We do not live in a perfect world of Ted Nelson's Xanadu, of online agents and objects, where ready pay-per-view (like a quarter a download) exists. What's more, in Silicon Valley's visions of the future there's a general contempt for intellectual property, unless it's code for a program. Only part of this disregard has to do with the "Oh, anyone can do it" attitude so wonderfully mocked in "Get Shorty", but that's the subject for another discussion...

As for my own plagiarism case, when I gave my novella "Love Over The Wires" and the suspiciously similar "Virtual Love" to an English professor friend to examine he remarked "she couldn't have written hers without yours in front of her." But to him, as critic rather than creator, this was more a matter of homage/appropriation than plagiarism. Where does one become another?

Yet my own work, "Love Over the Wires" is post-modern enough: there are references to William Blake and the Firesign Theater. I made an intricate multilevel, involved pedant-joke involving the Metaphysical poet Robert Lovelace and Richardson's "Clarissa". The piece by design is a bathetic fin-de-siecle obeisance to Joyce's "The Dead"; I include an entire poem by W.S. Merwin, whose agent I did ask for permission to reprint "The Blind Seer of Ambon". And I didn't feel diminished nor that I looked stupid, by giving someone else overt credit.

In spite of all these potentially anxiety-producing influences, I don't think any of these author whose works I echoed, living or dead, would have felt ripped off by what I wrote.
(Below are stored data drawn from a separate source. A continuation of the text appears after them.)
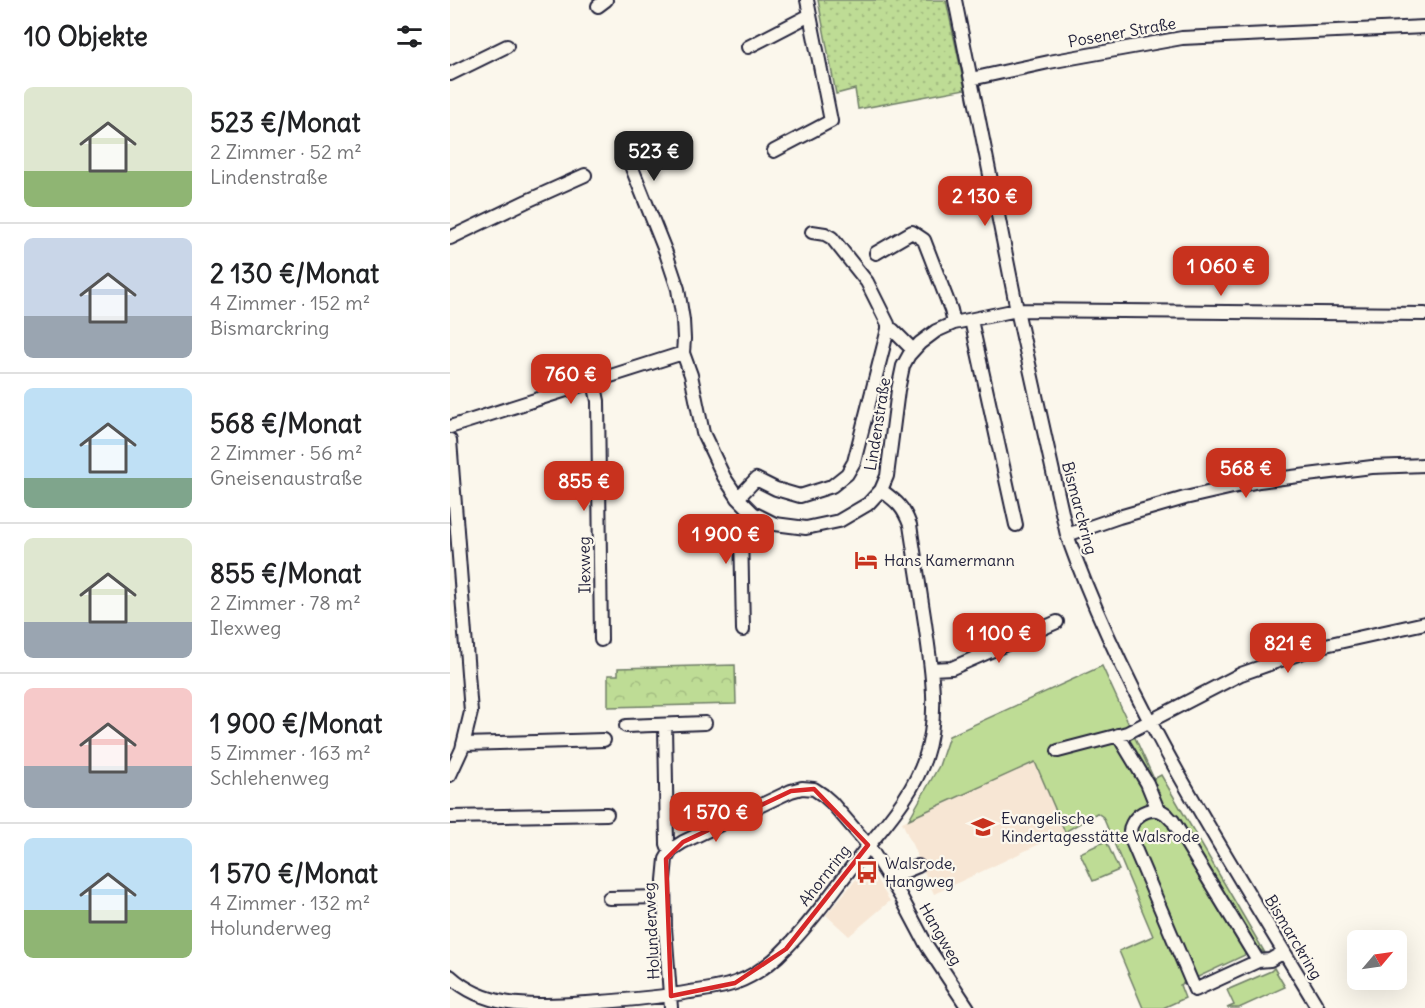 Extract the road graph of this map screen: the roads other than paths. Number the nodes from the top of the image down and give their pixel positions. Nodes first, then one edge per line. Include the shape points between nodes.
1 (807, 0) edge
2 (955, 0) edge
3 (810, 15) junction
4 (1425, 27) edge
5 (507, 46) dead end
6 (748, 47) dead end
7 (450, 74) edge
8 (971, 79) junction
9 (774, 151) dead end
10 (628, 158) dead end
11 (585, 175) dead end
12 (812, 232) dead end
13 (450, 238) edge
14 (876, 252) dead end
15 (1017, 310) junction
16 (1425, 314) edge
17 (971, 320) junction
18 (954, 323) junction
19 (888, 329) junction
20 (913, 350) junction
21 (683, 353) junction
22 (594, 382) junction
23 (450, 427) edge
24 (450, 440) edge
25 (1425, 465) edge
26 (881, 490) junction
27 (738, 498) junction
28 (753, 513) junction
29 (1016, 525) dead end
30 (1067, 535) junction
31 (1057, 622) dead end
32 (1425, 623) edge
33 (743, 630) dead end
34 (601, 640) dead end
35 (931, 669) junction
36 (1150, 722) junction
37 (705, 723) dead end
38 (665, 725) junction
39 (626, 726) dead end
40 (1118, 735) junction
41 (604, 740) dead end
42 (464, 744) junction
43 (1058, 751) dead end
44 (450, 775) edge
45 (1158, 810) junction
46 (607, 814) dead end
47 (450, 817) edge
48 (868, 845) junction
49 (670, 852) junction
50 (918, 866) dead end
51 (889, 878) junction
52 (664, 897) junction
53 (609, 898) dead end
54 (1284, 952) junction
55 (1258, 961) junction
56 (450, 976) edge
57 (671, 1002) edge
58 (479, 1003) edge
59 (968, 1008) edge
60 (1318, 1008) edge

1 - 3 street
2 - 8 street, Bismarckring
3 - 6 street
3 - 9 street via 831,121
4 - 8 street, Posener Straße via 1182,38
5 - 7 street
8 - 15 street, Bismarckring
10 - 21 street, Lindenstraße via 678,289
11 - 13 street
12 - 19 street via 832,238 867,282
14 - 18 street via 912,232 924,240
15 - 16 street, Lindenstraße
15 - 17 street, Lindenstraße
15 - 30 street, Bismarckring
17 - 18 street, Lindenstraße
17 - 29 street
18 - 20 street, Lindenstraße via 936,331
19 - 20 street
19 - 27 street via 854,462 847,474 832,486 800,496 756,479
20 - 26 street, Lindenstraße via 903,366 887,477
21 - 22 street
21 - 27 street, Lindenstraße via 703,433
22 - 23 street
22 - 34 street, Ilexweg via 598,401
24 - 42 street via 471,712
25 - 30 street via 1372,467 1259,481 1141,510
26 - 28 street, Lindenstraße via 868,504 839,521 806,528 775,524
26 - 35 street, Ahornring via 898,502 910,525
27 - 28 street, Lindenstraße
28 - 33 street via 741,530
30 - 36 street, Bismarckring via 1096,608
31 - 35 street via 952,668
32 - 36 street via 1321,646 1240,674
35 - 48 street, Ahornring via 934,711 926,756 914,784
36 - 40 street
36 - 54 street, Bismarckring
37 - 38 street
38 - 39 street
38 - 49 street, Holunderweg
40 - 43 street
40 - 45 street
41 - 42 street
42 - 44 street
45 - 55 street via 1173,821
45 - 55 street via 1137,817 1131,825 1131,839 1195,990
46 - 47 street
48 - 49 street via 823,795 802,788 683,842
48 - 51 street, Hangweg
48 - 57 street, Ahornring via 786,948 761,969 735,983
49 - 52 street, Holunderweg via 666,859
50 - 51 street
51 - 59 street, Hangweg
52 - 53 street
52 - 57 street, Holunderweg
54 - 55 street
54 - 60 street, Bismarckring
56 - 58 street, Ahornring
57 - 58 street, Ahornring via 534,1006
Maybe the difference between homage, appropriation --- and ripping someone off --- is like the standard that used to be applied to porn (cant define it, know it when I see it).
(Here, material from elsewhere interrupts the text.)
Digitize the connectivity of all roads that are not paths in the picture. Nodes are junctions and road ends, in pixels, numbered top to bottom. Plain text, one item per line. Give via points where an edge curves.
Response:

So I remain haunted by a lesson that was drummed into me when I took an editing class at the film school at Columbia: that what you leave out is as important as what you leave in, in telling a story; that filmmakers routinely shoot 10 feet for every one they use; as I've always suspected, edited work and juried shows are simply better. And in spite of the DIY/borrowing from zine culture of the Web, most folks -do- want to be published in edited venues, whether online or IRL, for we unconsciously deeply value the function of making editorial judgments --- no matter how much high-tech futurists just -love- to imagine that these operations can be automated away by software agents. It's precisely the fear of the subjective, those irrational faculties that make us human, that drive technologists to dream these aesthetic choices away; yet it is exactly making these suprarational unconsious choices, and drawing on all we've seen and all we've read and all we've heard, that makes art --- and any of its lawful or sacrilegious appropriations --- continue to be possible.